Pero antes de dar dos pasos seguidos, la voz del capitán Ripoll la devolvió a la dura realidad.
—¡Os equivocáis! Esta es una lección que les vendrá muy bien aprender, señora. Soy yo quien da las órdenes en La Imposible. Y tengo la facultad de decidir qué es o no es correcto. ¿Entendido?
Ni tan solo el gesto de dolor que lo obligó a protegerse el brazo fue capaz de hacerle flaquear la voz. Un silencio grave reinó sobre la nave unos momentos antes de que Ripoll continuara su discurso, esta vez dirigiéndose a todos los tripulantes.
—¡No perdáis detalle de lo que pasará a continuación, es el castigo para los que se atreven a pedir justicia por su cuenta! Os aseguro que se arrepentirán. No tendré misericordia con ningún hombre que ponga en peligro nuestro destino o la seguridad a bordo. Que os sirva de escarmiento a todos. ¡Abre los ojos, niño! —añadió señalando a Pedro—. Esta oportunidad para crecer quizá no se te presente nunca más.
Entonces dio la orden de azotar a aquel viejo que se había atrevido a emprender un acto tan temerario.
El verdugo fue Martí, el marinero más joven. Sobre él recayó la orden de ejecutar el castigo. Respiraba con dificultad, pero a su malestar se añadió su indecisión. Era la primera vez que se veía obligado a hacer algo semejante. Habría sido más fácil que la víctima fuera un pirata, un asesino arrogante… Pero aquel era solo un viejo destrozado por haber perdido a su hijo, el cual había muerto luchando por un sueldo más justo con el que mantener a su familia.
—¡No tenemos todo el día, marinero! ¿O quizá quieres acompañarlos en su desgracia?
Martí apretó los dientes y llenó los pulmones de aire. El horizonte comenzaba a teñirse de púrpura y las estrellas asomaban cuando el primer grito de dolor del viejo se dejó oír. Su carne magra se desgarró y las costillas quedaron a la vista, ensangrentadas.
Antes del sexto azote perdió el conocimiento. El joven marinero miró al capitán suplicando clemencia, pero Jan Ripoll no dijo ni una palabra. Levantó la barbilla con la autoridad que le confería el cargo y le indicó al joven que llegara hasta el final.
Después del decimoquinto chasquido, Martí dejó caer el látigo al suelo. El hombre no daba señales de vida.
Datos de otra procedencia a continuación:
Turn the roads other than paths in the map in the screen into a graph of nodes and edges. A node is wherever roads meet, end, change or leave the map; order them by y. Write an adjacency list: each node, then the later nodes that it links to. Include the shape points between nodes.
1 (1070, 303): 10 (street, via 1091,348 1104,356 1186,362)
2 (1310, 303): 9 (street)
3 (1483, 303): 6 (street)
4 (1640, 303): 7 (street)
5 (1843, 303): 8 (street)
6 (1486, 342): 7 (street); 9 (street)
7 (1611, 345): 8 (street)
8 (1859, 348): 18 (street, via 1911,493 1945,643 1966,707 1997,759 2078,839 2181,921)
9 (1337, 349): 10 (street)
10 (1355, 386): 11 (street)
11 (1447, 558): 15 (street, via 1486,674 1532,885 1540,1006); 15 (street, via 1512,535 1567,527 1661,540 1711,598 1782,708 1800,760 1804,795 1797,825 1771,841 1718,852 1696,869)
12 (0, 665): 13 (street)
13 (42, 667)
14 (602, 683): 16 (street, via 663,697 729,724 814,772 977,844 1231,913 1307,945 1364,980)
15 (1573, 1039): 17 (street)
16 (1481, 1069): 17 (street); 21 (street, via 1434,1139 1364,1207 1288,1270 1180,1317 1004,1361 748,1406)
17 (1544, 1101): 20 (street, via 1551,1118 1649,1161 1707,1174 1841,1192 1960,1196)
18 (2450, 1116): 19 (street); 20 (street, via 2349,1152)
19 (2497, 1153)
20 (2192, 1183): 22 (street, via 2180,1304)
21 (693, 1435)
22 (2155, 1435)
Siempre que se disponía a cerrar los ojos, la imagen de aquel viejo que habían lanzado por la borda y el chasquido con que el agua lo había recibido cobraban vida en la retina de Constança. Por eso su dificultad en conciliar el sueño. Tendida en la litera, mantenía la mirada clavada en un punto del techo, a solo dos palmos de su cuerpo. El mar parecía complacido con la ofrenda que unas horas antes le había sido otorgada. Su ruido feroz se había silenciado, como hacían los antiguos dioses en agradecimiento por un sacrificio.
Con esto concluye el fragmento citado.